Nonequilibrium phase diagram of a one-dimensional quasiperiodic system with a single-particle mobility edge

We investigate and map out the nonequilibrium phase diagram of a generalization of the well known Aubry-Andre-Harper (AAH) model. This generalized AAH (GAAH) model is known to have a single-particle mobility edge which also has an additional self-dual property akin to that of the critical point of the AAH model. By calculating the population imbalance, we get hints of a rich phase diagram. We also find a fascinating connection between single particle wave functions near the mobility edge of the GAAH model and the wave functions of the critical AAH model. By placing this model far from equilibrium with the aid of two baths, we investigate the open system transport via system size scaling of nonequilibrium steady state (NESS) current, calculated by fully exact nonequilibrium Green's function (NEGF) formalism. The critical point of the AAH model now generalizes to a 'critical' line separating regions of ballistic and localized transport. Like the critical point of the AAH model, current scales subdiffusively with system size on the 'critical' line (I similar to N-2 +/- 0.1).
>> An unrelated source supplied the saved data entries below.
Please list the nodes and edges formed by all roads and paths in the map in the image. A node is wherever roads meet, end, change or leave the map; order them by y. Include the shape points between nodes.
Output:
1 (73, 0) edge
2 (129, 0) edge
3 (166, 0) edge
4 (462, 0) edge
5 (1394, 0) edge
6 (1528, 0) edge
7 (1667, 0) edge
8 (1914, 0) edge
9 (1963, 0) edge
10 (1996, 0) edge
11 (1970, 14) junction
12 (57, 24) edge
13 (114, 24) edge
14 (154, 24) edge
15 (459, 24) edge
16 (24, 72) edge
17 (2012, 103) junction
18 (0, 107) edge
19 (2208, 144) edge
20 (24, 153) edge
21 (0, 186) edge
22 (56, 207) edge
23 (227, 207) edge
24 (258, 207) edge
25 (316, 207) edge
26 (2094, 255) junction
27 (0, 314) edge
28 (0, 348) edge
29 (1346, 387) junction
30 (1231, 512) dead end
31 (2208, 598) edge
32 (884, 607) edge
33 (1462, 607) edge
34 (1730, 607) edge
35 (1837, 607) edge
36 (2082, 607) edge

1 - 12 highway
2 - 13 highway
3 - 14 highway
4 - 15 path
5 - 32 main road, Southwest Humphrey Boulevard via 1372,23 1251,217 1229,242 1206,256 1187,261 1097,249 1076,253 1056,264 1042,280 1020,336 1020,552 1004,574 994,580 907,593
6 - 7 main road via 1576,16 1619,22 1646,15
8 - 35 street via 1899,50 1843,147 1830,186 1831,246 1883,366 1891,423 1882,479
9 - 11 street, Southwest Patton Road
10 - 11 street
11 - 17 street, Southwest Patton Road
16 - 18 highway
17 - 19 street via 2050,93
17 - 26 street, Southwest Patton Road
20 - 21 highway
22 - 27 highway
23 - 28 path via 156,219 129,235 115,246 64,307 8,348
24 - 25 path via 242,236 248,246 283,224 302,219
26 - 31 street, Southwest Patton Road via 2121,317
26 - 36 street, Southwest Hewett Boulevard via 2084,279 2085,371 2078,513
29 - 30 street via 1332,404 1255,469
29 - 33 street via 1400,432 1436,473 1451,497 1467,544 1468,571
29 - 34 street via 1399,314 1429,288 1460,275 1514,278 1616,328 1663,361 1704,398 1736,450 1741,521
However, remarkably, the scaling exponent on this line is distinctly different from that obtained for the critical AAH model (where I similar to N-1.4 +/- 0.05). All these results can be understood from the above-mentioned connection between states near the mobility edge of the GAAH model and those of the critical AAH model. A very interesting high temperature nonequilibrium phase diagram of the GAAH model emerges from our calculations.